Smartphones are huge business, right? They’re the future, everyone’s buying one, the rise of Android has been spectacularly explosive, new models from HTC and Samsung have played a blinder in terms of sales…
Everything you hear about smartphones is generally positive, but not so the latest poll from YouGov. In fact, the organisation believes smartphone growth has stalled in the UK over the last half a year.
Polling some 4,000 UK adults, YouGov found that over the last six months, the number of folks using a smartphone had only risen by a very small amount, just 2%. As of the end of last month, 35% used a smartphone, up from 33% at the end of 2010.

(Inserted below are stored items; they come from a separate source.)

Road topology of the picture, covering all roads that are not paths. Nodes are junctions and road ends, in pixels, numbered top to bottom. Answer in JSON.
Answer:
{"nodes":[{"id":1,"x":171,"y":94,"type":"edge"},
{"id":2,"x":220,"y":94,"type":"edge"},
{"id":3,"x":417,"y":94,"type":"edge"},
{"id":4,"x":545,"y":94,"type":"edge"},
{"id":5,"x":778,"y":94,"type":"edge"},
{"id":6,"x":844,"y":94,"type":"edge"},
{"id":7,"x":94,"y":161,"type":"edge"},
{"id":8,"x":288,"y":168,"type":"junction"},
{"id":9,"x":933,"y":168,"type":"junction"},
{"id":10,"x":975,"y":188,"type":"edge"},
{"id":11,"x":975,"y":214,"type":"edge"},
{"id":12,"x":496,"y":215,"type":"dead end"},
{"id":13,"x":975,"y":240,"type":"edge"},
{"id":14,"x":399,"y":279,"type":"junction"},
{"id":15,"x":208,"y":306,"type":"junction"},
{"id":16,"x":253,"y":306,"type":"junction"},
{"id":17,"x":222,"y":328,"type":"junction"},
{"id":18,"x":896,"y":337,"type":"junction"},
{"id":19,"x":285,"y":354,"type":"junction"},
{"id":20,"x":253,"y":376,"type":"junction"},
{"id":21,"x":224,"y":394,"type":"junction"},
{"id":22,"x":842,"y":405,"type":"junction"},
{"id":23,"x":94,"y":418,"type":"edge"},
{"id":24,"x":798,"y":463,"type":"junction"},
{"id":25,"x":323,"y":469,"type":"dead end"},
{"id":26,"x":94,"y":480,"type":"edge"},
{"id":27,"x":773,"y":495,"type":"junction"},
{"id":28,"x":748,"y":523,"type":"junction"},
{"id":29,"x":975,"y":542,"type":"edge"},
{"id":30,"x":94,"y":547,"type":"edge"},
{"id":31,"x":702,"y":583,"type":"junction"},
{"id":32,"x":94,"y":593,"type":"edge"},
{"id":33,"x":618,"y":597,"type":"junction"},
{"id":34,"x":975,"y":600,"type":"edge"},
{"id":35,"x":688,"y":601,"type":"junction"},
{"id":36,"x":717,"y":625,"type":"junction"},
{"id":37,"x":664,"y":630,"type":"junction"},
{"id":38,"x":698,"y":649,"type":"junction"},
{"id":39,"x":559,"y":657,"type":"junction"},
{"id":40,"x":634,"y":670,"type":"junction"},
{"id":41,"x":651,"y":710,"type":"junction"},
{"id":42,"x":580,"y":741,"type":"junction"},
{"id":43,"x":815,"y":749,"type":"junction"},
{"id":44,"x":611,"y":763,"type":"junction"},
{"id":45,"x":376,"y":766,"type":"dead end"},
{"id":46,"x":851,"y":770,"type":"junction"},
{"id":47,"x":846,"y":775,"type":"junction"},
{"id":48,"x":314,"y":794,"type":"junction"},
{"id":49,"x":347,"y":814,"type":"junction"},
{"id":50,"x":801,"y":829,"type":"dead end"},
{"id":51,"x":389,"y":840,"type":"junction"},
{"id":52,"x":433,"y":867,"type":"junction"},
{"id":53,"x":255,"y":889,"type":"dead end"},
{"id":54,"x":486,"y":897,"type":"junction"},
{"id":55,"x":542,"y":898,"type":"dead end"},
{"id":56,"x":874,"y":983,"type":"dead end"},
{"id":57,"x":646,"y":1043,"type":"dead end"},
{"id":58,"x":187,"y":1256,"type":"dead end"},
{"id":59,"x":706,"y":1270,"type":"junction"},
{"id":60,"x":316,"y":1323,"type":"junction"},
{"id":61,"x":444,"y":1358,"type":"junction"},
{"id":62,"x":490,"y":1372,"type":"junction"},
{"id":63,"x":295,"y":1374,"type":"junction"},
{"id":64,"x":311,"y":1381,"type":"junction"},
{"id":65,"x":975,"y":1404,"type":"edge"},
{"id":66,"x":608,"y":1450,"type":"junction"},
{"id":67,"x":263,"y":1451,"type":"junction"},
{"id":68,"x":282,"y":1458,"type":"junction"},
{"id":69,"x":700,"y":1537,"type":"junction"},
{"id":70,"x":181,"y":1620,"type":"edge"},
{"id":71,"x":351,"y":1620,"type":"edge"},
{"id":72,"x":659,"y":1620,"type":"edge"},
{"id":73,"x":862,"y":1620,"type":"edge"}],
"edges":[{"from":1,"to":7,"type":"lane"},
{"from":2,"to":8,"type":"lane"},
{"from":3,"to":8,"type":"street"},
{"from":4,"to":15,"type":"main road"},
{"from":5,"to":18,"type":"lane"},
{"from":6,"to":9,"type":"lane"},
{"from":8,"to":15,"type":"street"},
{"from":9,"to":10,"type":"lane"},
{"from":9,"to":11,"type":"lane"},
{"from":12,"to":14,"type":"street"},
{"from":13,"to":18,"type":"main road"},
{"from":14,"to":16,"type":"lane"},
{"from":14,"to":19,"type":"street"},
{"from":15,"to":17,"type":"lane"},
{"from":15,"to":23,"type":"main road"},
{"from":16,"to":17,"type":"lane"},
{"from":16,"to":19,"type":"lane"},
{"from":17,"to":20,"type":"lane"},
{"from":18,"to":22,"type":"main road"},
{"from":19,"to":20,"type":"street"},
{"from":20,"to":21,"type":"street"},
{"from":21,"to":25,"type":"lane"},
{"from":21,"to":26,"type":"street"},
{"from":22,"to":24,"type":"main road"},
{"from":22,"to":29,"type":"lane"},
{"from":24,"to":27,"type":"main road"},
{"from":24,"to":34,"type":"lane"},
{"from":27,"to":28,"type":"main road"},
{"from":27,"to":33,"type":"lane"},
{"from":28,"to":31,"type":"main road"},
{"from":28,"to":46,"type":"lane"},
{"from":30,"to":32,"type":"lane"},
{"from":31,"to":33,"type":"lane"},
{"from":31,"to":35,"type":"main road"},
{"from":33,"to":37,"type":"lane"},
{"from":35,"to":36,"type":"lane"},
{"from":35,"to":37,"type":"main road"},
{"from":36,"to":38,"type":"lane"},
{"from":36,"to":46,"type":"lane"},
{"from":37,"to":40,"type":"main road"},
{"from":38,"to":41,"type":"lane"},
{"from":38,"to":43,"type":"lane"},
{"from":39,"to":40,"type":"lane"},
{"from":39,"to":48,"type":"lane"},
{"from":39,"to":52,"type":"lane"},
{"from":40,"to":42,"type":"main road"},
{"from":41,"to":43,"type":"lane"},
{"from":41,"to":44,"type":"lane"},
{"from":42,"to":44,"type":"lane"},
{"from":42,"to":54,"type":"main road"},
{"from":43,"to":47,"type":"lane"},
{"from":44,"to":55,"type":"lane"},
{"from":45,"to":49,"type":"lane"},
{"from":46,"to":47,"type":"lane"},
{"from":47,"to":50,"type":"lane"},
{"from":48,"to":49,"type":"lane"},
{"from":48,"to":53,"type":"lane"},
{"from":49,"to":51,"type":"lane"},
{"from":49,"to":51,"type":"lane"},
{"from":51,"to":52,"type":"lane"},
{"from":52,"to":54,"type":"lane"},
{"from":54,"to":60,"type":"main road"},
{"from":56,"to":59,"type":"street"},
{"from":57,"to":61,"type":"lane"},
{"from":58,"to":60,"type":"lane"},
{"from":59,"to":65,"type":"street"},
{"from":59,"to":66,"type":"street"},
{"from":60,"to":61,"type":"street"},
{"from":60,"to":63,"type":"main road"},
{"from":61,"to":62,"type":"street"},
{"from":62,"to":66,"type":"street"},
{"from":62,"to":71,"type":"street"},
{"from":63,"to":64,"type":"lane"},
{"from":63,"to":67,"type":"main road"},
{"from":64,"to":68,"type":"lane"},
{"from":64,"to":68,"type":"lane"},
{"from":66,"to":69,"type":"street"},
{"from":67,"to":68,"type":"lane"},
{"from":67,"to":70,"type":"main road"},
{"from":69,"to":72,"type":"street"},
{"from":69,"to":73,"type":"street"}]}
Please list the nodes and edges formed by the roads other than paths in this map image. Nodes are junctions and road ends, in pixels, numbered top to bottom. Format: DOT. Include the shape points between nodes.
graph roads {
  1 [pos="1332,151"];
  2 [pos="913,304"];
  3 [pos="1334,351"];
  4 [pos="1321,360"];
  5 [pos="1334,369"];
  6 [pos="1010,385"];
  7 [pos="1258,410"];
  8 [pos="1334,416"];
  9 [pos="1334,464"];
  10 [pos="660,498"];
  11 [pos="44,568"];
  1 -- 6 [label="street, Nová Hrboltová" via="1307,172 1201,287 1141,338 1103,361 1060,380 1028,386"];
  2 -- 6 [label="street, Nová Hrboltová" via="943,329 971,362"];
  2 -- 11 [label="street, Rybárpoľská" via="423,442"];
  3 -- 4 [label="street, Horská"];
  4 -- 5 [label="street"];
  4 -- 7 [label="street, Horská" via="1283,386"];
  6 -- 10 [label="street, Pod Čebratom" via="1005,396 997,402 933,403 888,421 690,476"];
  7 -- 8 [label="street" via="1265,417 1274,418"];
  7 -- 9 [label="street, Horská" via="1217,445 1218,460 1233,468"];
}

Although the poll was broad and covered all age ranges, so this is to an extent a generational thing, with older people just not seeing the benefits of smartphone ownership.
The YouGov research showed that when it came to over-55s, only 14% had bought themselves a smartphone.
When it came to future upgrading plans, of those who had a feature phone, half of them said they would stick to a “dumb” handset when it came to their next model. A third indicated they’d upgrade to a smartphone, and the rest weren’t sure which path they’d take.
Smartphones are a male dominated market too, with 59% of owners being men. YouGov seems to think that smartphone manufacturers should be doing a better job of pushing handsets to older folks and women if they want to carve out more UK market share.
However, with at least a third of future upgraders eyeing a smartphone, it’s clear the numbers are only going to go in one direction.
Particularly if smartphone manufacturers can work on important issues which some see as stumbling blocks, such as the battery life which gets quickly diminished by the smartphone’s chunky processor and large screen.
Not everyone wants to charge their phone every night when a feature phone can go a week on a single serving of juice.